= Action item =
Wherever the word "other" occurs in the lines below, copy the whole line.

——————

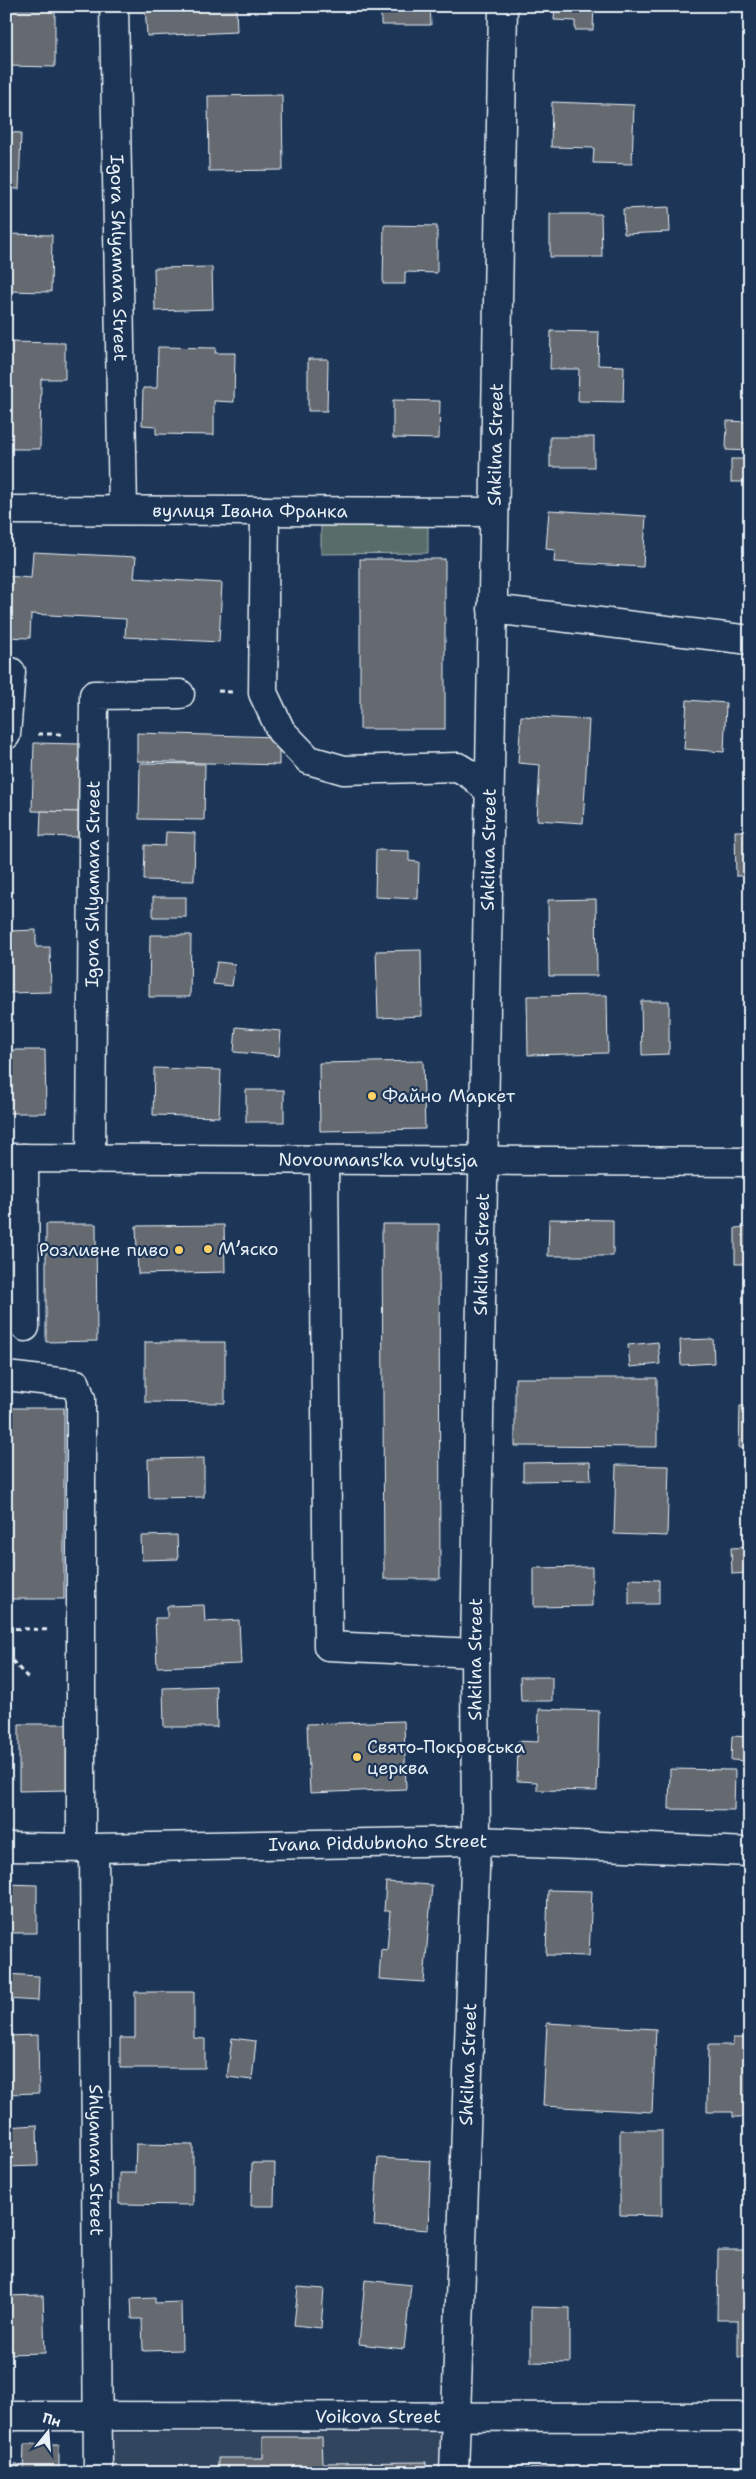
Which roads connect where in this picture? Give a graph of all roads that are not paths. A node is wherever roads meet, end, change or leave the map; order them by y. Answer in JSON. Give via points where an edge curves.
{"nodes":[{"id":1,"x":114,"y":6,"type":"edge"},
{"id":2,"x":503,"y":6,"type":"edge"},
{"id":3,"x":6,"y":510,"type":"edge"},
{"id":4,"x":123,"y":510,"type":"junction"},
{"id":5,"x":265,"y":511,"type":"junction"},
{"id":6,"x":494,"y":512,"type":"junction"},
{"id":7,"x":492,"y":609,"type":"junction"},
{"id":8,"x":750,"y":640,"type":"edge"},
{"id":9,"x":11,"y":672,"type":"dead end"},
{"id":10,"x":180,"y":694,"type":"dead end"},
{"id":11,"x":7,"y":734,"type":"edge"},
{"id":12,"x":489,"y":791,"type":"junction"},
{"id":13,"x":15,"y":1158,"type":"edge"},
{"id":14,"x":90,"y":1158,"type":"junction"},
{"id":15,"x":324,"y":1160,"type":"junction"},
{"id":16,"x":483,"y":1160,"type":"junction"},
{"id":17,"x":750,"y":1162,"type":"edge"},
{"id":18,"x":15,"y":1265,"type":"edge"},
{"id":19,"x":26,"y":1328,"type":"dead end"},
{"id":20,"x":6,"y":1376,"type":"edge"},
{"id":21,"x":475,"y":1652,"type":"junction"},
{"id":22,"x":476,"y":1841,"type":"junction"},
{"id":23,"x":6,"y":1847,"type":"edge"},
{"id":24,"x":87,"y":1848,"type":"junction"},
{"id":25,"x":750,"y":1852,"type":"edge"},
{"id":26,"x":98,"y":2415,"type":"junction"},
{"id":27,"x":6,"y":2416,"type":"edge"},
{"id":28,"x":454,"y":2416,"type":"junction"},
{"id":29,"x":750,"y":2417,"type":"edge"},
{"id":30,"x":98,"y":2473,"type":"edge"},
{"id":31,"x":454,"y":2473,"type":"edge"}],
"edges":[{"from":1,"to":4,"type":"street","name":"Igora Shlyamara Street"},
{"from":2,"to":6,"type":"street","name":"Shkilna Street"},
{"from":3,"to":4,"type":"street","name":"вулиця Івана Франка"},
{"from":4,"to":5,"type":"street","name":"вулиця Івана Франка"},
{"from":5,"to":6,"type":"street","name":"вулиця Івана Франка"},
{"from":5,"to":12,"type":"street","via":[[263,693],[281,732],[309,760],[344,770],[458,767]]},
{"from":6,"to":7,"type":"street","name":"Shkilna Street"},
{"from":7,"to":8,"type":"street"},
{"from":7,"to":12,"type":"street","name":"Shkilna Street"},
{"from":9,"to":11,"type":"street"},
{"from":10,"to":14,"type":"street","name":"Igora Shlyamara Street","via":[[94,695]]},
{"from":12,"to":16,"type":"street","name":"Shkilna Street"},
{"from":13,"to":14,"type":"street","name":"Novoumans'ka vulytsja"},
{"from":13,"to":18,"type":"street"},
{"from":14,"to":15,"type":"street","name":"Novoumans'ka vulytsja"},
{"from":15,"to":16,"type":"street","name":"Novoumans'ka vulytsja"},
{"from":15,"to":21,"type":"street","via":[[315,1235],[328,1646]]},
{"from":16,"to":17,"type":"street","name":"Novoumans'ka vulytsja"},
{"from":16,"to":21,"type":"street","name":"Shkilna Street"},
{"from":18,"to":19,"type":"street"},
{"from":20,"to":24,"type":"street","name":"Shlyamara Street","via":[[76,1384],[81,1399],[81,1628]]},
{"from":21,"to":22,"type":"street","name":"Shkilna Street"},
{"from":22,"to":24,"type":"street","name":"Ivana Piddubnoho Street"},
{"from":22,"to":25,"type":"street","name":"Ivana Piddubnoho Street"},
{"from":22,"to":28,"type":"street","name":"Shkilna Street"},
{"from":23,"to":24,"type":"street","name":"Ivana Piddubnoho Street"},
{"from":24,"to":26,"type":"street","name":"Shlyamara Street"},
{"from":26,"to":27,"type":"street","name":"Voikova Street"},
{"from":26,"to":28,"type":"street","name":"Voikova Street"},
{"from":26,"to":30,"type":"street","name":"Shlyamara Street"},
{"from":28,"to":29,"type":"street","name":"Voikova Street"},
{"from":28,"to":31,"type":"street","name":"Shkilna Street"}]}
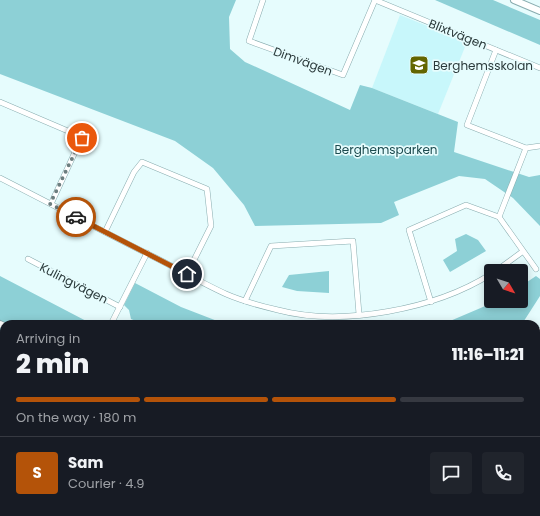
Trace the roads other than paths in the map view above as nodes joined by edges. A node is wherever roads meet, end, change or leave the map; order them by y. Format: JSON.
{"nodes":[{"id":1,"x":263,"y":0,"type":"edge"},
{"id":2,"x":375,"y":0,"type":"edge"},
{"id":3,"x":514,"y":0,"type":"edge"},
{"id":4,"x":540,"y":11,"type":"edge"},
{"id":5,"x":496,"y":50,"type":"junction"},
{"id":6,"x":540,"y":68,"type":"edge"},
{"id":7,"x":0,"y":102,"type":"edge"},
{"id":8,"x":540,"y":146,"type":"edge"},
{"id":9,"x":526,"y":148,"type":"junction"},
{"id":10,"x":0,"y":178,"type":"edge"},
{"id":11,"x":50,"y":204,"type":"junction"},
{"id":12,"x":499,"y":217,"type":"junction"},
{"id":13,"x":105,"y":232,"type":"junction"},
{"id":14,"x":522,"y":252,"type":"junction"},
{"id":15,"x":147,"y":253,"type":"junction"},
{"id":16,"x":28,"y":259,"type":"dead end"},
{"id":17,"x":506,"y":264,"type":"edge"},
{"id":18,"x":536,"y":269,"type":"dead end"},
{"id":19,"x":187,"y":274,"type":"junction"},
{"id":20,"x":484,"y":278,"type":"edge"},
{"id":21,"x":245,"y":301,"type":"junction"},
{"id":22,"x":431,"y":302,"type":"junction"},
{"id":23,"x":120,"y":307,"type":"junction"},
{"id":24,"x":359,"y":314,"type":"junction"},
{"id":25,"x":113,"y":320,"type":"edge"}],
"edges":[{"from":1,"to":2,"type":"street","name":"Dimvägen"},
{"from":2,"to":5,"type":"street","name":"Blixtvägen"},
{"from":3,"to":4,"type":"street"},
{"from":5,"to":6,"type":"street","name":"Blixtvägen"},
{"from":5,"to":9,"type":"street"},
{"from":7,"to":11,"type":"street"},
{"from":8,"to":9,"type":"street"},
{"from":9,"to":12,"type":"street"},
{"from":10,"to":11,"type":"street"},
{"from":11,"to":13,"type":"street"},
{"from":12,"to":14,"type":"street"},
{"from":12,"to":22,"type":"street"},
{"from":13,"to":15,"type":"street"},
{"from":13,"to":19,"type":"street"},
{"from":14,"to":17,"type":"street"},
{"from":14,"to":18,"type":"street"},
{"from":15,"to":19,"type":"street"},
{"from":15,"to":23,"type":"street"},
{"from":16,"to":23,"type":"street","name":"Kulingvägen"},
{"from":19,"to":21,"type":"street"},
{"from":20,"to":22,"type":"street"},
{"from":21,"to":24,"type":"street"},
{"from":21,"to":24,"type":"street"},
{"from":22,"to":24,"type":"street"},
{"from":23,"to":25,"type":"street"}]}
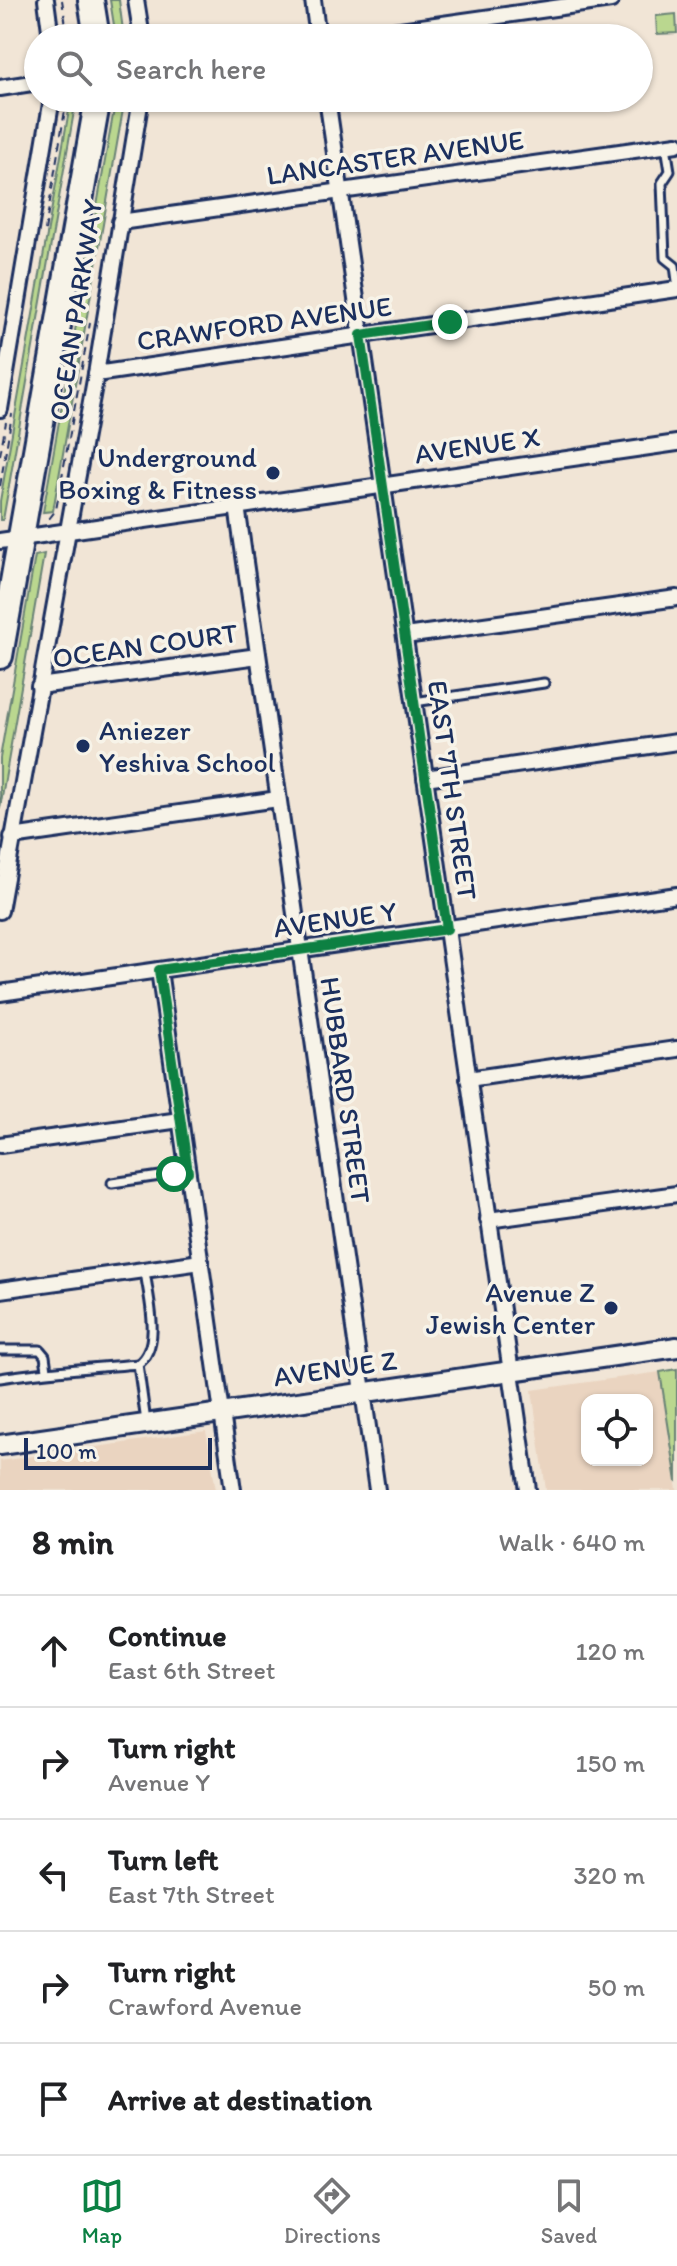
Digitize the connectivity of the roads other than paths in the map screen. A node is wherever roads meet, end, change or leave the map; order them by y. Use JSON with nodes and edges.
{"nodes":[{"id":1,"x":46,"y":0,"type":"edge"},
{"id":2,"x":91,"y":0,"type":"edge"},
{"id":3,"x":136,"y":0,"type":"edge"},
{"id":4,"x":313,"y":0,"type":"edge"},
{"id":5,"x":611,"y":0,"type":"edge"},
{"id":6,"x":49,"y":24,"type":"edge"},
{"id":7,"x":95,"y":24,"type":"edge"},
{"id":8,"x":140,"y":24,"type":"edge"},
{"id":9,"x":316,"y":24,"type":"edge"},
{"id":10,"x":442,"y":24,"type":"edge"},
{"id":11,"x":24,"y":84,"type":"edge"},
{"id":12,"x":0,"y":88,"type":"edge"},
{"id":13,"x":50,"y":112,"type":"edge"},
{"id":14,"x":95,"y":112,"type":"edge"},
{"id":15,"x":139,"y":112,"type":"edge"},
{"id":16,"x":329,"y":112,"type":"edge"},
{"id":17,"x":672,"y":145,"type":"edge"},
{"id":18,"x":674,"y":171,"type":"edge"},
{"id":19,"x":340,"y":191,"type":"junction"},
{"id":20,"x":120,"y":222,"type":"junction"},
{"id":21,"x":677,"y":256,"type":"edge"},
{"id":22,"x":665,"y":258,"type":"junction"},
{"id":23,"x":677,"y":281,"type":"edge"},
{"id":24,"x":677,"y":289,"type":"edge"},
{"id":25,"x":361,"y":335,"type":"junction"},
{"id":26,"x":96,"y":374,"type":"junction"},
{"id":27,"x":2,"y":388,"type":"edge"},
{"id":28,"x":0,"y":409,"type":"edge"},
{"id":29,"x":677,"y":443,"type":"edge"},
{"id":30,"x":384,"y":485,"type":"junction"},
{"id":31,"x":237,"y":506,"type":"junction"},
{"id":32,"x":67,"y":531,"type":"junction"},
{"id":33,"x":10,"y":539,"type":"edge"},
{"id":34,"x":677,"y":598,"type":"edge"},
{"id":35,"x":405,"y":636,"type":"junction"},
{"id":36,"x":0,"y":656,"type":"edge"},
{"id":37,"x":258,"y":656,"type":"junction"},
{"id":38,"x":544,"y":683,"type":"dead end"},
{"id":39,"x":39,"y":686,"type":"junction"},
{"id":40,"x":414,"y":702,"type":"junction"},
{"id":41,"x":677,"y":742,"type":"edge"},
{"id":42,"x":425,"y":778,"type":"junction"},
{"id":43,"x":278,"y":799,"type":"junction"},
{"id":44,"x":12,"y":837,"type":"junction"},
{"id":45,"x":677,"y":895,"type":"edge"},
{"id":46,"x":0,"y":911,"type":"edge"},
{"id":47,"x":447,"y":929,"type":"junction"},
{"id":48,"x":300,"y":950,"type":"junction"},
{"id":49,"x":159,"y":970,"type":"junction"},
{"id":50,"x":0,"y":993,"type":"edge"},
{"id":51,"x":677,"y":1049,"type":"edge"},
{"id":52,"x":468,"y":1079,"type":"junction"},
{"id":53,"x":180,"y":1120,"type":"junction"},
{"id":54,"x":0,"y":1145,"type":"edge"},
{"id":55,"x":188,"y":1172,"type":"junction"},
{"id":56,"x":112,"y":1183,"type":"dead end"},
{"id":57,"x":677,"y":1194,"type":"edge"},
{"id":58,"x":488,"y":1220,"type":"junction"},
{"id":59,"x":201,"y":1262,"type":"junction"},
{"id":60,"x":145,"y":1270,"type":"junction"},
{"id":61,"x":0,"y":1290,"type":"edge"},
{"id":62,"x":677,"y":1347,"type":"edge"},
{"id":63,"x":0,"y":1350,"type":"edge"},
{"id":64,"x":138,"y":1364,"type":"junction"},
{"id":65,"x":47,"y":1370,"type":"junction"},
{"id":66,"x":511,"y":1371,"type":"junction"},
{"id":67,"x":0,"y":1378,"type":"edge"},
{"id":68,"x":363,"y":1392,"type":"junction"},
{"id":69,"x":222,"y":1413,"type":"junction"},
{"id":70,"x":147,"y":1424,"type":"junction"},
{"id":71,"x":0,"y":1445,"type":"edge"},
{"id":72,"x":233,"y":1490,"type":"edge"},
{"id":73,"x":377,"y":1490,"type":"edge"},
{"id":74,"x":528,"y":1490,"type":"edge"}],
"edges":[{"from":1,"to":6,"type":"street"},
{"from":2,"to":7,"type":"main road"},
{"from":3,"to":8,"type":"street"},
{"from":4,"to":9,"type":"street"},
{"from":5,"to":10,"type":"street"},
{"from":11,"to":12,"type":"street"},
{"from":13,"to":27,"type":"street","name":"OCEAN PARKWAY"},
{"from":14,"to":33,"type":"main road","name":"OCEAN PARKWAY"},
{"from":15,"to":20,"type":"street","name":"OCEAN PARKWAY"},
{"from":16,"to":19,"type":"street","name":"EAST 7TH STREET"},
{"from":17,"to":18,"type":"lane"},
{"from":17,"to":19,"type":"street","name":"LANCASTER AVENUE"},
{"from":18,"to":22,"type":"lane"},
{"from":19,"to":20,"type":"street","name":"LANCASTER AVENUE"},
{"from":19,"to":25,"type":"street","name":"EAST 7TH STREET"},
{"from":20,"to":26,"type":"street","name":"OCEAN PARKWAY"},
{"from":21,"to":22,"type":"lane"},
{"from":22,"to":23,"type":"lane"},
{"from":24,"to":25,"type":"street","name":"CRAWFORD AVENUE"},
{"from":25,"to":26,"type":"street","name":"CRAWFORD AVENUE"},
{"from":25,"to":30,"type":"street","name":"EAST 7TH STREET"},
{"from":26,"to":32,"type":"street","name":"OCEAN PARKWAY"},
{"from":27,"to":28,"type":"street","name":"OCEAN PARKWAY"},
{"from":29,"to":30,"type":"street","name":"AVENUE X"},
{"from":30,"to":31,"type":"street","name":"AVENUE X"},
{"from":30,"to":35,"type":"street","name":"EAST 7TH STREET"},
{"from":31,"to":32,"type":"street","name":"AVENUE X"},
{"from":31,"to":37,"type":"street","name":"HUBBARD STREET"},
{"from":32,"to":33,"type":"street","name":"AVENUE X"},
{"from":32,"to":39,"type":"street","name":"OCEAN PARKWAY"},
{"from":33,"to":36,"type":"main road","name":"OCEAN PARKWAY"},
{"from":34,"to":35,"type":"street"},
{"from":35,"to":40,"type":"street","name":"EAST 7TH STREET"},
{"from":37,"to":39,"type":"street","name":"OCEAN COURT"},
{"from":37,"to":43,"type":"street","name":"HUBBARD STREET"},
{"from":38,"to":40,"type":"lane"},
{"from":39,"to":44,"type":"street","name":"OCEAN PARKWAY"},
{"from":40,"to":42,"type":"street","name":"EAST 7TH STREET"},
{"from":41,"to":42,"type":"street"},
{"from":42,"to":47,"type":"street","name":"EAST 7TH STREET"},
{"from":43,"to":44,"type":"street"},
{"from":43,"to":48,"type":"street","name":"HUBBARD STREET"},
{"from":44,"to":46,"type":"street","name":"OCEAN PARKWAY"},
{"from":45,"to":47,"type":"street","name":"AVENUE Y"},
{"from":47,"to":48,"type":"street","name":"AVENUE Y"},
{"from":47,"to":52,"type":"street","name":"EAST 7TH STREET"},
{"from":48,"to":49,"type":"street","name":"AVENUE Y"},
{"from":48,"to":68,"type":"street","name":"HUBBARD STREET"},
{"from":49,"to":50,"type":"street","name":"AVENUE Y"},
{"from":49,"to":53,"type":"street"},
{"from":51,"to":52,"type":"street"},
{"from":52,"to":58,"type":"street","name":"EAST 7TH STREET"},
{"from":53,"to":54,"type":"street"},
{"from":53,"to":55,"type":"street"},
{"from":55,"to":56,"type":"lane"},
{"from":55,"to":59,"type":"street"},
{"from":57,"to":58,"type":"street"},
{"from":58,"to":66,"type":"street","name":"EAST 7TH STREET"},
{"from":59,"to":60,"type":"street"},
{"from":59,"to":69,"type":"street"},
{"from":60,"to":61,"type":"street"},
{"from":60,"to":64,"type":"lane"},
{"from":62,"to":66,"type":"street","name":"AVENUE Z"},
{"from":63,"to":65,"type":"lane"},
{"from":64,"to":65,"type":"lane"},
{"from":64,"to":70,"type":"lane"},
{"from":65,"to":67,"type":"lane"},
{"from":66,"to":68,"type":"street","name":"AVENUE Z"},
{"from":66,"to":74,"type":"street","name":"EAST 7TH STREET"},
{"from":68,"to":69,"type":"street","name":"AVENUE Z"},
{"from":68,"to":73,"type":"street","name":"HUBBARD STREET"},
{"from":69,"to":70,"type":"street","name":"AVENUE Z"},
{"from":69,"to":72,"type":"street"},
{"from":70,"to":71,"type":"street","name":"AVENUE Z"}]}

——————

= Answer space =
Trace the roads other than paths in the map view above as nodes joined by edges. A node is wherever roads meet, end, change or leave the map; order them by y. Format: JSON.
Digitize the connectivity of the roads other than paths in the map screen. A node is wherever roads meet, end, change or leave the map; order them by y. Use JSON with nodes and edges.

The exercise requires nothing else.